• YOUR GOAL: This task calls for copying every line of the records that includes the word "Jacinto".

Segment Start: RECORD SET

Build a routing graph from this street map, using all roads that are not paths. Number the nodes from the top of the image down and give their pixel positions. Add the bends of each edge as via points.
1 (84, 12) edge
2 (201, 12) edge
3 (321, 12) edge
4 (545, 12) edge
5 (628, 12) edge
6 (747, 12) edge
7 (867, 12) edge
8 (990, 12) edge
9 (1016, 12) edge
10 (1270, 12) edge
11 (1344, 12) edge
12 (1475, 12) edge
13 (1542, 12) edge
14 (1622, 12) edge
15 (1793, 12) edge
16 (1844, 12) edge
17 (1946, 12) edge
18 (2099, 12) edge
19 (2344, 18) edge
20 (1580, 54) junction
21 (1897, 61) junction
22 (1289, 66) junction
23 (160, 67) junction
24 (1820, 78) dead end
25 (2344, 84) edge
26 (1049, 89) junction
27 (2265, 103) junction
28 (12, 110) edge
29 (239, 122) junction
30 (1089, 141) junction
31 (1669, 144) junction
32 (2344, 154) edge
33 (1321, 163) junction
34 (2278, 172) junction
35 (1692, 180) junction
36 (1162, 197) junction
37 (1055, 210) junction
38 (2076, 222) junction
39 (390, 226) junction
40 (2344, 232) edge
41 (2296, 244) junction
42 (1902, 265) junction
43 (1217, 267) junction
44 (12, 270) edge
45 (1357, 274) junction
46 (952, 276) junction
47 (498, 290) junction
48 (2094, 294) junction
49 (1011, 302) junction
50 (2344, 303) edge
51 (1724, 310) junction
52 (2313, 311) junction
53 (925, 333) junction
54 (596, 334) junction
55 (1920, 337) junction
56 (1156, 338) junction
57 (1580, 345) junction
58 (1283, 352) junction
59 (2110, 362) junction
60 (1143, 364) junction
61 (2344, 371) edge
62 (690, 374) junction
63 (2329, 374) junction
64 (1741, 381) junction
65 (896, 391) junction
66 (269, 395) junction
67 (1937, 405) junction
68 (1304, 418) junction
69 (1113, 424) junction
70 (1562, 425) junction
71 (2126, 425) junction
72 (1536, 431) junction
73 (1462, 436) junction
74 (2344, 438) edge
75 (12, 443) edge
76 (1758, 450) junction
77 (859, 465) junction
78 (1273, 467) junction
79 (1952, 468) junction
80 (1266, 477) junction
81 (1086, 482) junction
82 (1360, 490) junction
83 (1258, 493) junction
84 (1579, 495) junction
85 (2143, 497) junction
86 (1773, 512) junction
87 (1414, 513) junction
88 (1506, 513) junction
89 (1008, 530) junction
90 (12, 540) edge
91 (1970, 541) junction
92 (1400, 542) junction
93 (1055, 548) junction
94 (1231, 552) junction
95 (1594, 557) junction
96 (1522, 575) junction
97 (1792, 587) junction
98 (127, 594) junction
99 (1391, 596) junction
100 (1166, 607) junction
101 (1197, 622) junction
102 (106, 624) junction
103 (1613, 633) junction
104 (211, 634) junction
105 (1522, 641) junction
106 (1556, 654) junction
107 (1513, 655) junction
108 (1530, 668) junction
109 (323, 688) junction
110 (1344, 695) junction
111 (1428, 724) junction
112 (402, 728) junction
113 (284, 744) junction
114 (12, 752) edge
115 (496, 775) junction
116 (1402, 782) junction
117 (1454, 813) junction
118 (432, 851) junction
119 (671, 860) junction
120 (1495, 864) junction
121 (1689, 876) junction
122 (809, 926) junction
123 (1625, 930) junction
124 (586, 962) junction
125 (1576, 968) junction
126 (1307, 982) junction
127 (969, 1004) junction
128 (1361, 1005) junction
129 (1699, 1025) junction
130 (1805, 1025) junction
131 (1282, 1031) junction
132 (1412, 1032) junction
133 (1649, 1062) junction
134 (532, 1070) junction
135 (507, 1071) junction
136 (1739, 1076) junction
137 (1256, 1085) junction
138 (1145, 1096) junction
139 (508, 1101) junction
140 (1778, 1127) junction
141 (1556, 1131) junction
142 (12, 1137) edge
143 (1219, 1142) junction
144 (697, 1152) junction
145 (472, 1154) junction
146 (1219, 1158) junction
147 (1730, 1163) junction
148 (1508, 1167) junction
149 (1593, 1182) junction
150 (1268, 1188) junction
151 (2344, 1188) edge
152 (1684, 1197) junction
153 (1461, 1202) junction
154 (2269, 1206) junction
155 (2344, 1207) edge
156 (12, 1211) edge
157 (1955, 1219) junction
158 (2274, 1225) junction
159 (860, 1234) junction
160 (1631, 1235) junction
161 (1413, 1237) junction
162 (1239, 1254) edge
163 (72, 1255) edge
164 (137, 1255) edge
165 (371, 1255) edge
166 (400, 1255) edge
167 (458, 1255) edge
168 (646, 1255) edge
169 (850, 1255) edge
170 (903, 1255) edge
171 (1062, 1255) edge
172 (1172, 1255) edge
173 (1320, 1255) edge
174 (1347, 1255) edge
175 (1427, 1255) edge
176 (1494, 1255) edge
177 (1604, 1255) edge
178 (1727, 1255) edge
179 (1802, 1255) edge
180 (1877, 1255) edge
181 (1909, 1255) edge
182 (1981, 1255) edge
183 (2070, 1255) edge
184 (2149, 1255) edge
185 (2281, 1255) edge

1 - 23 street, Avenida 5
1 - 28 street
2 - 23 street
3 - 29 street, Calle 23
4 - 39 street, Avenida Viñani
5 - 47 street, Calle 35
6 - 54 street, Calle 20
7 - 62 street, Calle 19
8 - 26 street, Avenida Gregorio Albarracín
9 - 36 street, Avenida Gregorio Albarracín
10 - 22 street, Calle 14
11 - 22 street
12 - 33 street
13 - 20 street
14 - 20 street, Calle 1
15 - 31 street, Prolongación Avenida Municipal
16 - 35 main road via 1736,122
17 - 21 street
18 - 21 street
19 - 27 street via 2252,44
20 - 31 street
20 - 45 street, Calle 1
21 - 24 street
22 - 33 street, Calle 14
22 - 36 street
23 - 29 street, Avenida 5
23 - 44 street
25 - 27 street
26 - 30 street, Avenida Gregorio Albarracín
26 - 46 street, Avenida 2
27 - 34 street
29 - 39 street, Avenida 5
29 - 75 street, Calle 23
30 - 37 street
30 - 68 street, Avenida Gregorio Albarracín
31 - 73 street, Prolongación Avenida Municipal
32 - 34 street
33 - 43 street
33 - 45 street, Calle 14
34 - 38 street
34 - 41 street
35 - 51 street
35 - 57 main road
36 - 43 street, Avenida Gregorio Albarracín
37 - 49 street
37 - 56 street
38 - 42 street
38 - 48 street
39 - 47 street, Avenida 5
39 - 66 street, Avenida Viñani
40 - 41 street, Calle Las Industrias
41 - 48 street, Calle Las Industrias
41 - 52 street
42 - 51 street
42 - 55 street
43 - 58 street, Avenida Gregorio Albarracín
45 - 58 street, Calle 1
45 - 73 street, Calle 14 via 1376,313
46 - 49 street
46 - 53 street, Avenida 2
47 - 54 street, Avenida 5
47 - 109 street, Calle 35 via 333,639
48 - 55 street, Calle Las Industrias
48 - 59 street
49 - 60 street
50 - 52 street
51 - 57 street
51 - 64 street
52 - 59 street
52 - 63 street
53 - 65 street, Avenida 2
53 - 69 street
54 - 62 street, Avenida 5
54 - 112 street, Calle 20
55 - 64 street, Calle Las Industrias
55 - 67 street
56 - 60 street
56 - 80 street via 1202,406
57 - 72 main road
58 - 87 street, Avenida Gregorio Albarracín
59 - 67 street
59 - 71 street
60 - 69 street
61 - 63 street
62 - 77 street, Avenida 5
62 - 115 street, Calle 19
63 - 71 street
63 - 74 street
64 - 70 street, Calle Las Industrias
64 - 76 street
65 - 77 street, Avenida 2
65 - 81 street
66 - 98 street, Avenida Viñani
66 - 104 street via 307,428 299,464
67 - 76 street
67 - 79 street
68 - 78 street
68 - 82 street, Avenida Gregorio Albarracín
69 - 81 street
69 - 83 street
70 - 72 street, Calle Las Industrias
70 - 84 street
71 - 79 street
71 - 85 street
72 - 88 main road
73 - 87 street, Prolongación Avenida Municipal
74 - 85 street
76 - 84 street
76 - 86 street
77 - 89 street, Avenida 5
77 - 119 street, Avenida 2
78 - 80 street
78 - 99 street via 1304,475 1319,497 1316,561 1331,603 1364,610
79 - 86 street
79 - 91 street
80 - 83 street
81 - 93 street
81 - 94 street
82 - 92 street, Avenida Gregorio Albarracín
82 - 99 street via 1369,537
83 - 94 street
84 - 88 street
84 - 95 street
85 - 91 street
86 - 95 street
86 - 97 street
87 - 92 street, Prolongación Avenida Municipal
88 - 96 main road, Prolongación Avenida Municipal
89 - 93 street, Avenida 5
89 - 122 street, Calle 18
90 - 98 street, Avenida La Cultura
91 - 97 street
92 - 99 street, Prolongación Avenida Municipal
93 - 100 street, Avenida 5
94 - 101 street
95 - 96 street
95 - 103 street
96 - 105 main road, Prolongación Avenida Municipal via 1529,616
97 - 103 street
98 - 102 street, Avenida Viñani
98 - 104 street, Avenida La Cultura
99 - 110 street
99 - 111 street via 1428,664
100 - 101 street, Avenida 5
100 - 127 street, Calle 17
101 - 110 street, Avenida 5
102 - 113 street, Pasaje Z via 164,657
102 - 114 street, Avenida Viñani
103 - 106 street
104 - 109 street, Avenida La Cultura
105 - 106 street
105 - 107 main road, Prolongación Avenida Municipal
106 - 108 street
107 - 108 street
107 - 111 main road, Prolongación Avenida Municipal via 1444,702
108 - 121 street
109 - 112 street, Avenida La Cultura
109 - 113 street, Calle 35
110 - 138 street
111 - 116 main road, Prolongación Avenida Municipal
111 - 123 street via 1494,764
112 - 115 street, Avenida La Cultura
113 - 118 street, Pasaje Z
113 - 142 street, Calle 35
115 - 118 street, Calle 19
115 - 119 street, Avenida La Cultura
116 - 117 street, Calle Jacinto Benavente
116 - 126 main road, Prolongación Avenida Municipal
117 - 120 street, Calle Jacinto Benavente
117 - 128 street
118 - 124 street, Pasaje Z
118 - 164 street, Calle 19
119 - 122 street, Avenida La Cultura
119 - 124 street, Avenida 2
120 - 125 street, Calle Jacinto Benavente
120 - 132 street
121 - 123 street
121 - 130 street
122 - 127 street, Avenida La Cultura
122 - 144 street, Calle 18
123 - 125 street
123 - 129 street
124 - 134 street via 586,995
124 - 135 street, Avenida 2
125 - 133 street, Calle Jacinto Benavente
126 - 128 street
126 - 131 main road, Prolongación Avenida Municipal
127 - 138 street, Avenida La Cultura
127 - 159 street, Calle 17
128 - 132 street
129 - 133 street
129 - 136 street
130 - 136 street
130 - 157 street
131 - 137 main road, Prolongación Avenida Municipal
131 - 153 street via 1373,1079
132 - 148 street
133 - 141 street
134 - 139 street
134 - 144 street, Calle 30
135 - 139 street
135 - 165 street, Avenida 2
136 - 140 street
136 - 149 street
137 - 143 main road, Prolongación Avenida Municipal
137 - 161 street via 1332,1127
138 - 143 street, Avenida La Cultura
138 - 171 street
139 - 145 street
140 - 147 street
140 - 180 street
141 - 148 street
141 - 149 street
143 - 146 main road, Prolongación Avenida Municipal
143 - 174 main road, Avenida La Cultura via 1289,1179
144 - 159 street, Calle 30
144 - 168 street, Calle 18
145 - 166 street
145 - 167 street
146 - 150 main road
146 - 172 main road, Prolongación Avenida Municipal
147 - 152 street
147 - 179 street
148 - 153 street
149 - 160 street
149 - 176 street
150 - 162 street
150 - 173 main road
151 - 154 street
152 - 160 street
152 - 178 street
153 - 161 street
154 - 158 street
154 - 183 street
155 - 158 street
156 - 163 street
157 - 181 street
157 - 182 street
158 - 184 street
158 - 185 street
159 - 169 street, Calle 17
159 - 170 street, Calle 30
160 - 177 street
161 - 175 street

Segment End: RECORD SET

• EXERCISE ANSWER:
116 - 117 street, Calle Jacinto Benavente
117 - 120 street, Calle Jacinto Benavente
120 - 125 street, Calle Jacinto Benavente
125 - 133 street, Calle Jacinto Benavente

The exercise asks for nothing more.